The keto diet aims to induce a “ketogenic” state or “ketosis,” which encourages a body to use calories from fat instead of carbs to create normal metabolic energy. By relying mainly on fat instead of sugar for energy, the body can lose weight quickly.

Both approaches rely on whole foods, fresh vegetables, meat, fish and nuts, while eliminating added sugar, grains and legumes. Moderate to liberal amounts of selected refined oils, such as olive or avocado oils are also encouraged. Keto puts a heavy emphasis on fat, which Healthline reports makes it the cornerstone of the entire diet. Paleo, in turn, encourages the intake of healthy or unrefined fats.

 The diets are undeniably connected to weight loss and there seems to be little doubt if users strictly adhere to either approach significant short-term reductions are possible. It is unclear, however, whether long-term weight loss is possible either because of the nutritional approaches of the plans or the difficulty dieters face keeping pace with the strict guidelines. 

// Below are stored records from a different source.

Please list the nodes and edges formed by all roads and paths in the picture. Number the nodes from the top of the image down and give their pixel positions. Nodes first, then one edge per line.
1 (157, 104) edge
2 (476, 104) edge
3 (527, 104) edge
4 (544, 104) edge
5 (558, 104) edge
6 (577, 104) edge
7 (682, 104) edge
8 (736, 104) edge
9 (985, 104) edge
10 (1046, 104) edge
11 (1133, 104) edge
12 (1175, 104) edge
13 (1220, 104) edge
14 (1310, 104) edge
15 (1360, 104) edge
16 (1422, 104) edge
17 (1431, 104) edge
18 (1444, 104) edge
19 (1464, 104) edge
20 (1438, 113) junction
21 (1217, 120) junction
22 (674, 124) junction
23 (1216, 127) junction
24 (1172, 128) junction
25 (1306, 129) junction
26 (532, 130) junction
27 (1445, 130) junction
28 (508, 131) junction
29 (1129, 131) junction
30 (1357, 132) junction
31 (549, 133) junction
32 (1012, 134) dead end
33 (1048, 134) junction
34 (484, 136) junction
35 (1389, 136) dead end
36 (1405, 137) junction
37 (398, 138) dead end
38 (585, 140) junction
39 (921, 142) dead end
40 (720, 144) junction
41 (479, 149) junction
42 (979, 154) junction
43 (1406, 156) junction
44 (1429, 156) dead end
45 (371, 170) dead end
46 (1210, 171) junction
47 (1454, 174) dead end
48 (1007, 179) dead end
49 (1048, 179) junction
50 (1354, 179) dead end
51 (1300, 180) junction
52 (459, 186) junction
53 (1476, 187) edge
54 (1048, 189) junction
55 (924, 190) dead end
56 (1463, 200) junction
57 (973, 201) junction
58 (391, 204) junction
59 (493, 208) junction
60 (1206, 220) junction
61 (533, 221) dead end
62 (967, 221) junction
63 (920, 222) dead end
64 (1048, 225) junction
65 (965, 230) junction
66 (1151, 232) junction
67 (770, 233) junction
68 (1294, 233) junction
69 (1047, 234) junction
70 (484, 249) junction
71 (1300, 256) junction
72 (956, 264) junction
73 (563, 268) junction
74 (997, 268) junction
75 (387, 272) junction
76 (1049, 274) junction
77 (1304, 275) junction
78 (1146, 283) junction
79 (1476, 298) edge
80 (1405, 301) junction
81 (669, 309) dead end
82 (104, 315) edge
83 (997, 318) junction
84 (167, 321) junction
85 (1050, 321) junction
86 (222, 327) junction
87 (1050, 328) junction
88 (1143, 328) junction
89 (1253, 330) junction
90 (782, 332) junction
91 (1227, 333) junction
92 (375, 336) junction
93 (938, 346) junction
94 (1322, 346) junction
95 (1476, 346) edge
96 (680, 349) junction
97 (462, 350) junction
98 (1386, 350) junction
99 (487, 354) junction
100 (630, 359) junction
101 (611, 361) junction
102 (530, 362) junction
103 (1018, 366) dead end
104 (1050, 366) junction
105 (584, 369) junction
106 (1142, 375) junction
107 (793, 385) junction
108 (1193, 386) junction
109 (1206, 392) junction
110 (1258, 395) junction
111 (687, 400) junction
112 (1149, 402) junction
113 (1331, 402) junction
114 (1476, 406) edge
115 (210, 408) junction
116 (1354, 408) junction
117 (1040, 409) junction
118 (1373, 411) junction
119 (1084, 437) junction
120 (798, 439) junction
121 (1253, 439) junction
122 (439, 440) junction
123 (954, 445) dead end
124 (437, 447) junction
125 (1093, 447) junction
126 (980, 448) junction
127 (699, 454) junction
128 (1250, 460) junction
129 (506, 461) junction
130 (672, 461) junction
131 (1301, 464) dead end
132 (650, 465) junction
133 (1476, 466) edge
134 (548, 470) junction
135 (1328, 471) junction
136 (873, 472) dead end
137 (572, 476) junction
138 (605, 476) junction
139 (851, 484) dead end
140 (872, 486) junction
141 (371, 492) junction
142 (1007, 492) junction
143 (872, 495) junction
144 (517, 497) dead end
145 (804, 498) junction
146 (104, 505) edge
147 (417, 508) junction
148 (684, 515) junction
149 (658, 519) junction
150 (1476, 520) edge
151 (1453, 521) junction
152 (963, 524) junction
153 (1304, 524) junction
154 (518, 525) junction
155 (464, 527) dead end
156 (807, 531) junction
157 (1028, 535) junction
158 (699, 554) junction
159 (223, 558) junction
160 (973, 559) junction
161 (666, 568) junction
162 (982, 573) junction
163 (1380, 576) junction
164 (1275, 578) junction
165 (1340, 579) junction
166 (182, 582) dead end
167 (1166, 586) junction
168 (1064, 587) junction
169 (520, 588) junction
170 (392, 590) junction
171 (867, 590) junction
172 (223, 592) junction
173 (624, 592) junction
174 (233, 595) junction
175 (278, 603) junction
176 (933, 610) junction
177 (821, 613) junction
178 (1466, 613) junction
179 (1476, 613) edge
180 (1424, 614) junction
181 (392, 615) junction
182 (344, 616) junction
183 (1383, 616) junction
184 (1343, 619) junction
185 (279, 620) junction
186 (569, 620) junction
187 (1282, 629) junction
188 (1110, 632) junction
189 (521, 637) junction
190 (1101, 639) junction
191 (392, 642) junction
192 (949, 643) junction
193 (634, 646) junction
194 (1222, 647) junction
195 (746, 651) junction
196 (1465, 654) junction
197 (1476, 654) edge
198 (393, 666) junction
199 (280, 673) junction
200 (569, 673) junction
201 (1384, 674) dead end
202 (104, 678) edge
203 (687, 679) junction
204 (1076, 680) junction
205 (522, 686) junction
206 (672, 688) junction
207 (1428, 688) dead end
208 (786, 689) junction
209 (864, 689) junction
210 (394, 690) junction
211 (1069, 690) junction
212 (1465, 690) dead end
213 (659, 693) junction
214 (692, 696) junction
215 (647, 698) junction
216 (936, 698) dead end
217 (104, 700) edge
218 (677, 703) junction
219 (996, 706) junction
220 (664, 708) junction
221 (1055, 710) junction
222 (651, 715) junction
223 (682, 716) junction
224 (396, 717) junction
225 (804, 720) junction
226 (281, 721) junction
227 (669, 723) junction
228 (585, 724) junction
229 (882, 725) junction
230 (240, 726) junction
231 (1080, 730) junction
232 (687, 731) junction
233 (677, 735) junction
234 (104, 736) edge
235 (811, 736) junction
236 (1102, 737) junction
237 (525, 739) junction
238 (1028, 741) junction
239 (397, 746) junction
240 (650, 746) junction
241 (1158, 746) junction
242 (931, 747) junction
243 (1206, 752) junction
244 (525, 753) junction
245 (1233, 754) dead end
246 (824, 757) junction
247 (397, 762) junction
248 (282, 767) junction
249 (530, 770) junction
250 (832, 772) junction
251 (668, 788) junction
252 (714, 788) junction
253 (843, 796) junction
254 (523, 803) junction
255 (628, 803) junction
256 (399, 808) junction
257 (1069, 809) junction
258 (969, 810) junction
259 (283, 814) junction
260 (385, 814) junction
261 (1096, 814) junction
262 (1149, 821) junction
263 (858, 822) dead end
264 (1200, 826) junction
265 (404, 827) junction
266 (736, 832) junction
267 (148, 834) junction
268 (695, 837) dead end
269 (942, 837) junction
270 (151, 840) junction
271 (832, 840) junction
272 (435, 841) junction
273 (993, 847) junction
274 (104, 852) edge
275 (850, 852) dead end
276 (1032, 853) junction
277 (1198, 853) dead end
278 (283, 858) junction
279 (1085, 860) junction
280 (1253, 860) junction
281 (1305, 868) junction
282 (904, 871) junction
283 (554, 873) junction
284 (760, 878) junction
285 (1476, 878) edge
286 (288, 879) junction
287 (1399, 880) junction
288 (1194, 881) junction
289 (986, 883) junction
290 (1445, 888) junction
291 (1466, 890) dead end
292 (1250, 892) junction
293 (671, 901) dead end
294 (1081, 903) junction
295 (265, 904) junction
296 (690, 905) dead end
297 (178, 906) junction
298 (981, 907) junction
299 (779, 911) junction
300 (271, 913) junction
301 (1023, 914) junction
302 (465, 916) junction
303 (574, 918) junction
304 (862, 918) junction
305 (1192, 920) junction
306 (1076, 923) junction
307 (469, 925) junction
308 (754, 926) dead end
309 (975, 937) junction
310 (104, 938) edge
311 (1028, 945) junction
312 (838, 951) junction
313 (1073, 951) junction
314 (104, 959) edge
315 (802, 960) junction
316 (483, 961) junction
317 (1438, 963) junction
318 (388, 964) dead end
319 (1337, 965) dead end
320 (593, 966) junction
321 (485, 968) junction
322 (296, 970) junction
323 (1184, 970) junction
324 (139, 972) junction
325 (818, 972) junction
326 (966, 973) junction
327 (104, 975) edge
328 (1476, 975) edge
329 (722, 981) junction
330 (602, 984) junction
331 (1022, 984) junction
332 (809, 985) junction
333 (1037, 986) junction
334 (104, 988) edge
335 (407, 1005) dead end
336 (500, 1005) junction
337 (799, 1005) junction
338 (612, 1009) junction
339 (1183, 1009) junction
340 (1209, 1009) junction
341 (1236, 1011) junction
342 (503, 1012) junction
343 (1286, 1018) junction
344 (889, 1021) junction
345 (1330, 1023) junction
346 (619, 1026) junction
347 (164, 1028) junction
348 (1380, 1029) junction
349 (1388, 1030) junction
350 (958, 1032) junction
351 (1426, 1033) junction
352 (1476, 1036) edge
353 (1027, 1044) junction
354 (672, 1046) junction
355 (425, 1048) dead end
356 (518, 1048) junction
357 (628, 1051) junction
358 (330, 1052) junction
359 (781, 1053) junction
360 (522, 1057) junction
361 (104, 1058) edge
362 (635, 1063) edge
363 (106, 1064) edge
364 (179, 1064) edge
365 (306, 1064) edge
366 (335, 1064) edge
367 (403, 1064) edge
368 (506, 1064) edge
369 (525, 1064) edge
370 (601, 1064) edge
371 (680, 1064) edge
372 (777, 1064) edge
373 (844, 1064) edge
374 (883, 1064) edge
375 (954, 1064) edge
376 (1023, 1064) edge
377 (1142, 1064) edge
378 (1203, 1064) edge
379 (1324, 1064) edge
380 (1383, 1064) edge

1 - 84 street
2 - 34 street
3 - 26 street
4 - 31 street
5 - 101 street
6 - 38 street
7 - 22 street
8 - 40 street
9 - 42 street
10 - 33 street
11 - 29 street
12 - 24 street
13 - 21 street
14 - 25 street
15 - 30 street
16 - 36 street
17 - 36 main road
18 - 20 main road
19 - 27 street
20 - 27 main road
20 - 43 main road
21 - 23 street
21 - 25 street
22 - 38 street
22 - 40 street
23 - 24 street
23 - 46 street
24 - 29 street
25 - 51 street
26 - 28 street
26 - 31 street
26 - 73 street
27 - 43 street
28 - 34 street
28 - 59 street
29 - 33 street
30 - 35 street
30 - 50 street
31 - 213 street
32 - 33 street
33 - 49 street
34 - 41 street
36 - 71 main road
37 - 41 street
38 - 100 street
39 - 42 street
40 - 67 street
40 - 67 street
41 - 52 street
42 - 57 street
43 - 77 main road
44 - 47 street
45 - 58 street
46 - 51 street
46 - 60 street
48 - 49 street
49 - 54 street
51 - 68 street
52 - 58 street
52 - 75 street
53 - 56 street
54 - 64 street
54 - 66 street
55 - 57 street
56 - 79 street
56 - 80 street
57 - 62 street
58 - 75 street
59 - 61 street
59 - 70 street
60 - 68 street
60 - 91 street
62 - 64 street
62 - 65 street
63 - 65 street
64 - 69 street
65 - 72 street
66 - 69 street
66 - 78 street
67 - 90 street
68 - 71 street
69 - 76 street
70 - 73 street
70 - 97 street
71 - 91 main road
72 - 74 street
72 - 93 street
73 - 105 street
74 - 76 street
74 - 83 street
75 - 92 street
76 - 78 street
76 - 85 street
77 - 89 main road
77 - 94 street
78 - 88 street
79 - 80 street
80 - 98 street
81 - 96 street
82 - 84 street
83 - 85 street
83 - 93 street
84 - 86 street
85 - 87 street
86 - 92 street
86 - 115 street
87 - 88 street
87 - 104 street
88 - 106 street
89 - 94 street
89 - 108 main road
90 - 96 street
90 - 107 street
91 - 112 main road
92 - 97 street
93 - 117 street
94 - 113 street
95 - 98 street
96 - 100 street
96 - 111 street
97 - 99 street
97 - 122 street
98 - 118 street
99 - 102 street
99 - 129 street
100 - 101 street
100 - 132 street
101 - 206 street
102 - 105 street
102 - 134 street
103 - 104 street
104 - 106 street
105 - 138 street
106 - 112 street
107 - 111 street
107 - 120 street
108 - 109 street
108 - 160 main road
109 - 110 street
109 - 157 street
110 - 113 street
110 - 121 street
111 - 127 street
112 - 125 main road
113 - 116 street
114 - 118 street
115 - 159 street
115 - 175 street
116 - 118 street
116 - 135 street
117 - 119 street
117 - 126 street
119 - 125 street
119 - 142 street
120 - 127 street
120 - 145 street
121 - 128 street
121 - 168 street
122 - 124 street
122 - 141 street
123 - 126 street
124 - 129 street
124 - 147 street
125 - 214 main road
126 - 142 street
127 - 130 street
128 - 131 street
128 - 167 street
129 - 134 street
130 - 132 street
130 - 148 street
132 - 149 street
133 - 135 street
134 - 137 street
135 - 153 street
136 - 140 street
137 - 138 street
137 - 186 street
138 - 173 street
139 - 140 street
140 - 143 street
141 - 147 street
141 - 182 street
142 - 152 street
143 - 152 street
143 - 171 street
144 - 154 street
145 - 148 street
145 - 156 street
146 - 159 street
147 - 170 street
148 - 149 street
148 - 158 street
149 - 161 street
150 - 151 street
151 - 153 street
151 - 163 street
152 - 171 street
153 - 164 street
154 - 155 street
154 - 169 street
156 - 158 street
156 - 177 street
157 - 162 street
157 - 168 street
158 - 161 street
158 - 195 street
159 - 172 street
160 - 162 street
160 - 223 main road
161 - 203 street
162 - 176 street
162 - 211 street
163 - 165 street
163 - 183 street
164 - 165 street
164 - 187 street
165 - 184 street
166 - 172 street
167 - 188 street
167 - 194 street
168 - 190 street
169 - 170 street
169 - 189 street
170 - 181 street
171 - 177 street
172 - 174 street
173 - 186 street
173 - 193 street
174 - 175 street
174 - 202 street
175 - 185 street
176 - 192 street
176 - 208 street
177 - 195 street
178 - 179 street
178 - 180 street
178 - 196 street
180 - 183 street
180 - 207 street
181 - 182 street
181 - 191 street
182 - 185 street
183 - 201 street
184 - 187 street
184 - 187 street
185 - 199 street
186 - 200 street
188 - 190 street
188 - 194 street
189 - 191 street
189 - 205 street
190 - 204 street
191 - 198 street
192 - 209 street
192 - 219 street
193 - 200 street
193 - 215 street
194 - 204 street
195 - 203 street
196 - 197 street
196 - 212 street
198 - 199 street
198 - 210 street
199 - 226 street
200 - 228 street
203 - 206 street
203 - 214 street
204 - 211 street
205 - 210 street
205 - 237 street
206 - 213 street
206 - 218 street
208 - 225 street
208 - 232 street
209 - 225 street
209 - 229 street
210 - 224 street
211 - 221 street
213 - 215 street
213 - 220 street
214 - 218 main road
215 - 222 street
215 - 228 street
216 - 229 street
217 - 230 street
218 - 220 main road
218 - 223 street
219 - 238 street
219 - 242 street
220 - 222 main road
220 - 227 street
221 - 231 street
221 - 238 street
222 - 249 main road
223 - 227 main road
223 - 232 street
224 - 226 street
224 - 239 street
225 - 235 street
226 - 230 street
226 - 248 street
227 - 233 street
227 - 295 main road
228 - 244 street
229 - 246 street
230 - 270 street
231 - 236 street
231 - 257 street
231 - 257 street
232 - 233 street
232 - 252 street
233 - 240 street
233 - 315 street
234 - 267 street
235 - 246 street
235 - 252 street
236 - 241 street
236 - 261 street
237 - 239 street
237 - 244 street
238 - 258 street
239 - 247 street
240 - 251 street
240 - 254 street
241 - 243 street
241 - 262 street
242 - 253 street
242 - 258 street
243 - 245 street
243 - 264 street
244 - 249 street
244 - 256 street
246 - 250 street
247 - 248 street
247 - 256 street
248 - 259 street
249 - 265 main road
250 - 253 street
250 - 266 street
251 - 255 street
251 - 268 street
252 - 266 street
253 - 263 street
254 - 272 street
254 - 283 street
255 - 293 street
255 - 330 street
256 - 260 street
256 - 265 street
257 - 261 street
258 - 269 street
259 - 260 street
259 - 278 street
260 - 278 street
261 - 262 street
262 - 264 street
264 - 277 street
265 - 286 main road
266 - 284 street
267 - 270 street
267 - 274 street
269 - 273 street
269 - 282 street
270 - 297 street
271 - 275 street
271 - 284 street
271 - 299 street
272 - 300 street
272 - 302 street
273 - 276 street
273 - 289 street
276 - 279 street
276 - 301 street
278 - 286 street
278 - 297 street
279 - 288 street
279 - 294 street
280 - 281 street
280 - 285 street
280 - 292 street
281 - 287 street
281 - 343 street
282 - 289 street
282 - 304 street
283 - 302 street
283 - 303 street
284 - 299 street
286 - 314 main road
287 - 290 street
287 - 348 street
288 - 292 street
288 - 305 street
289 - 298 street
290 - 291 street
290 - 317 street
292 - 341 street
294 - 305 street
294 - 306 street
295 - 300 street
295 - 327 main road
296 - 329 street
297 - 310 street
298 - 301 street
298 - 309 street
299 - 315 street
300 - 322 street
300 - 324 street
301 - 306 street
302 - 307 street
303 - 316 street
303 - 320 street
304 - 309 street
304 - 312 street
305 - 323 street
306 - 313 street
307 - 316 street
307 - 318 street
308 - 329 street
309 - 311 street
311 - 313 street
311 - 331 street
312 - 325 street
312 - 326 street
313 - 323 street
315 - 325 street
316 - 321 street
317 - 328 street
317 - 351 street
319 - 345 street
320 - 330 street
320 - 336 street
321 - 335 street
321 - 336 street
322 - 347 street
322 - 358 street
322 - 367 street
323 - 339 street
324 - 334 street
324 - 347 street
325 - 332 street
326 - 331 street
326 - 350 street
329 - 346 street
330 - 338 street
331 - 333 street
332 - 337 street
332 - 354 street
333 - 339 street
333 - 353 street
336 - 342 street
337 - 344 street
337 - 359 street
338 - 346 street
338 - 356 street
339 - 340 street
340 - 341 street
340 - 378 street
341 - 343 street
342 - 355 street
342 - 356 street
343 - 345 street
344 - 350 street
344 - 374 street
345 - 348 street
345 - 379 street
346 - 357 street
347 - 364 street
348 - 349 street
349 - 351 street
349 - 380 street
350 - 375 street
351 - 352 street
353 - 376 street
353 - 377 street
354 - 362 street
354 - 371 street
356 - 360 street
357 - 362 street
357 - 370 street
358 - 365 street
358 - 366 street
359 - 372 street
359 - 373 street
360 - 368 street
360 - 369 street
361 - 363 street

Weight loss is only one consideration for these diets. There are concerns these diets may lead users to new problems. A high-fat “keto-like” diet might be linked to higher levels of so-called “bad cholesterol” and actually “double the risk of cardiovascular events” such as blocked arteries, heart attacks and strokes, according to a new research study by Canadian researchers.

The paleo diet, in turn, might lower the risk of cardiovascular disease by reducing blood pressure and total cholesterol. But by cutting out grains, diets might be missing some critical B vitamins, including thiamine, folate, niacin and riboflavin. The keto diet eliminates grains and fruits, which can cause deficiencies in selenium, magnesium, phosphorus and B and C vitamins.

Ultimately, these approaches may lead to short- and even long-term weight loss, but both low-carbohydrate diets still haven’t been studied sufficiently to determine their potential risks. Claims these diets can cause a risk of heart disease and diabetes, for example, are unfounded, according to research.

 The Mayo Clinic notes dieters may secure the same weight-loss benefits by simply eating a healthy, balanced diet and exercising more.